Doubts about the validity of the election have been circulating in far-right as well as QAnon circles. Last October, I wrote that if there were delays or other complications in the final result of the presidential contest, it would likely feed into a pre-existing belief in the invalidity of the election — and foster a chaotic environment that could lead to violence.
How has QAnon spread online?
The ‘Q’ posts, which started in 2017 on the message board 4chan, are now posted on 8kun, a rebranded version of the shuttered web board 8chan. QAnon has been amplified on Twitter, Facebook, Instagram, and YouTube, the video streaming service of Alphabet Inc’s Google, Reuters reported.
Media investigations have shown that social media recommendation algorithms can drive people who show an interest in conspiracy theories towards more material.
|QAnon followers started to appear at Donald Trump rallies Photo: News.sky.com|
A report by the Institute for Strategic Dialogue (ISD) found that the number of users engaging in discussion of QAnon on Twitter and Facebook has surged this year, with the membership of QAnon groups on Facebook growing 120 percent in March.
Researchers say that Russian government-supported organizations are playing a small but increasing role in amplifying the conspiracy theories.
QAnon backers helped to organize real-life protests against child trafficking in August and were involved in a pro-police demonstration in Portland, Oregon.
QAnon also looks poised to gain a toehold in the U.S. House of Representatives, with at least one Republican candidate who espouses its beliefs on track to win in the November elections.
What are social platforms doing about it?
|There are dozens of Facebook Groups dedicated to QAnon Photo: News.sky.com|
Twitter in July said it would stop recommending QAnon content and accounts in a crackdown it expected would affect about 150,000 accounts. It also said it would block QAnon URLs and permanently suspend QAnon accounts coordinating abuse or violating its rules.

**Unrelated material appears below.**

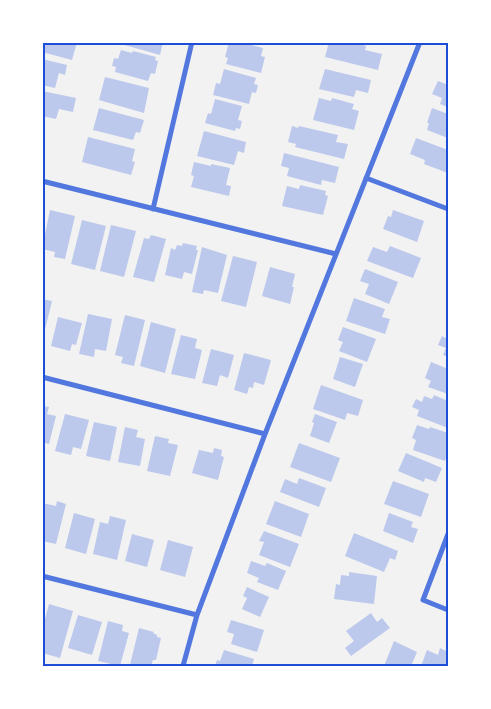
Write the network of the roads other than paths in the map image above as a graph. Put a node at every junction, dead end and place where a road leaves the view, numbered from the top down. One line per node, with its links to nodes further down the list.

Facebook in August removed nearly 800 QAnon groups for posts celebrating violence, showing intent to use weapons, or attracting followers with patterns of violent behavior. It has also imposed restrictions on the remaining 1,950 public and private QAnon groups that it found. Facebook said it plans to ban ads that promote or reference QAnon, and it does not allow QAnon pages to run commerce shops.
A spokeswoman for the short-form video app TikTok said QAnon content “frequently contains disinformation and hate speech” and that it has blocked dozens of QAnon hashtags.

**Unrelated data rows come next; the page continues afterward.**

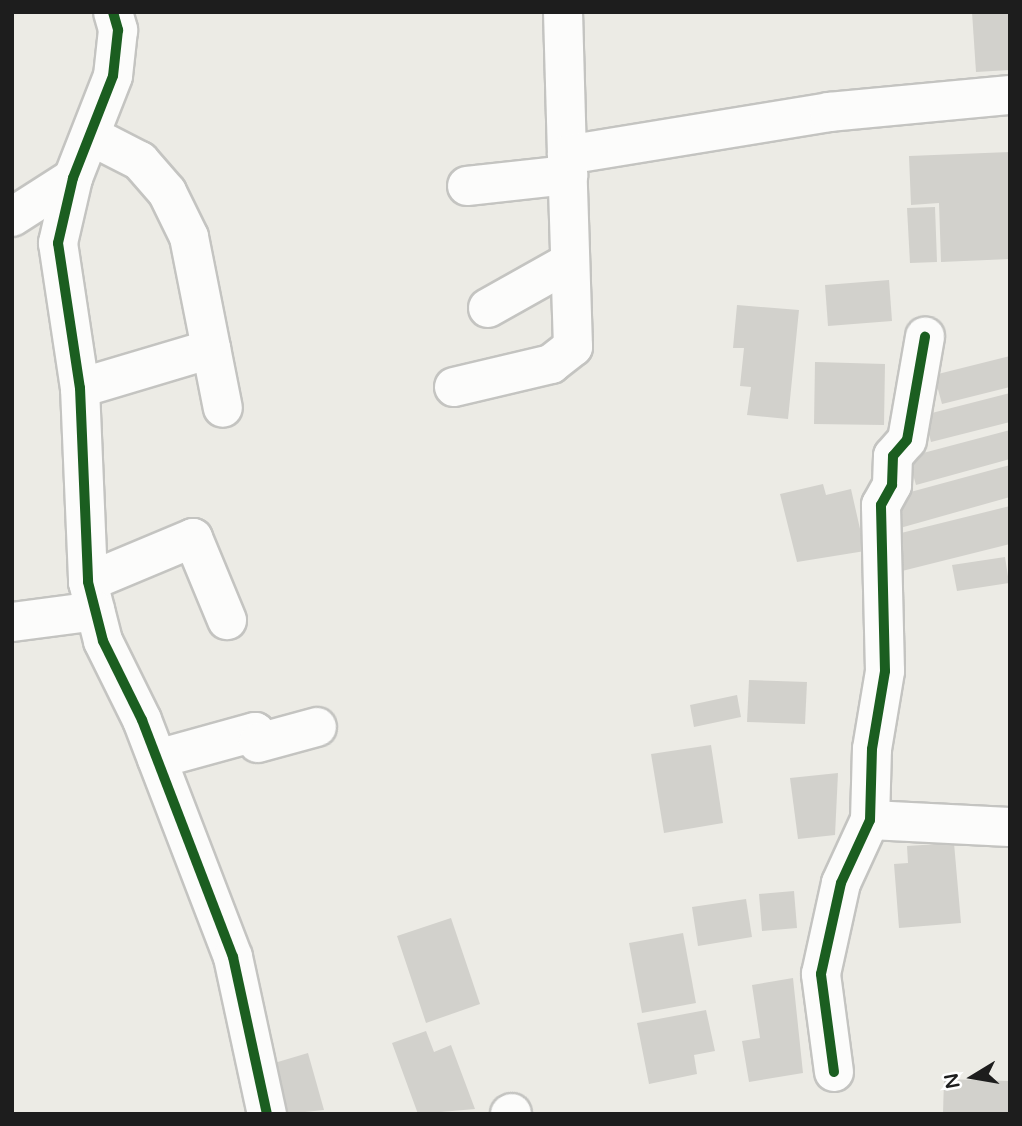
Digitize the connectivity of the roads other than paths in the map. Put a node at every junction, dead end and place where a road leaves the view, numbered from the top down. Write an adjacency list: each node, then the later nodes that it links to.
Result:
1 (563, 12): 5 (street)
2 (124, 18): 4 (street)
3 (1010, 95): 5 (street)
4 (93, 137): 6 (street); 12 (street)
5 (567, 165): 7 (street); 9 (street)
6 (73, 178): 8 (street); 14 (street)
7 (467, 186)
8 (12, 217)
9 (570, 262): 10 (street); 13 (street)
10 (488, 308)
11 (925, 337): 21 (street)
12 (211, 349): 14 (street); 15 (street)
13 (454, 387)
14 (80, 388): 16 (street)
15 (223, 408)
16 (91, 596): 17 (street); 18 (street); 20 (street)
17 (227, 620)
18 (12, 622)
19 (317, 727): 20 (street)
20 (157, 759): 24 (street)
21 (870, 820): 22 (street); 23 (street)
22 (1010, 827)
23 (834, 1072)
24 (267, 1114)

A Reddit spokeswoman told Reuters the site has removed QAnon communities that repeatedly violated its rules since 2018 when it took down forums such as r/greatawakening.
|YouTube displays 'context' alongside searches for QAnon Photo: News.sky.com|
A YouTube spokeswoman said it has removed tens of thousands of Q-related videos and terminated hundreds of Q-related channels for violating its rules since updating its hate speech policy in June 2019.
YouTube also said it reduces its recommendations of certain QAnon videos that “could misinform users in harmful ways.” It does not have a specific ban on monetizing QAnon content. ISD researchers found that about 20 percent of all QAnon-related Facebook posts contained YouTube links.
E-commerce site Etsy said it was removing all QAnon merchandise from its marketplace. A review of Amazon.com Inc and Ebay Inc showed sellers listing QAnon-branded items including books, face masks, T-shirts, and hats.
Amazon and Ebay did not immediately respond to questions about whether they were taking specific actions against QAnon products.
Did the FBI really describe them as a domestic terror threat?
An intelligence bulletin from an FBI field office in Phoenix, published by Yahoo News, specifically mentions QAnon and other "conspiracy theory-driven domestic extremists" as a domestic terror threat.
It added that the risks posed by these extremists were likely to grow during the 2020 presidential election cycle.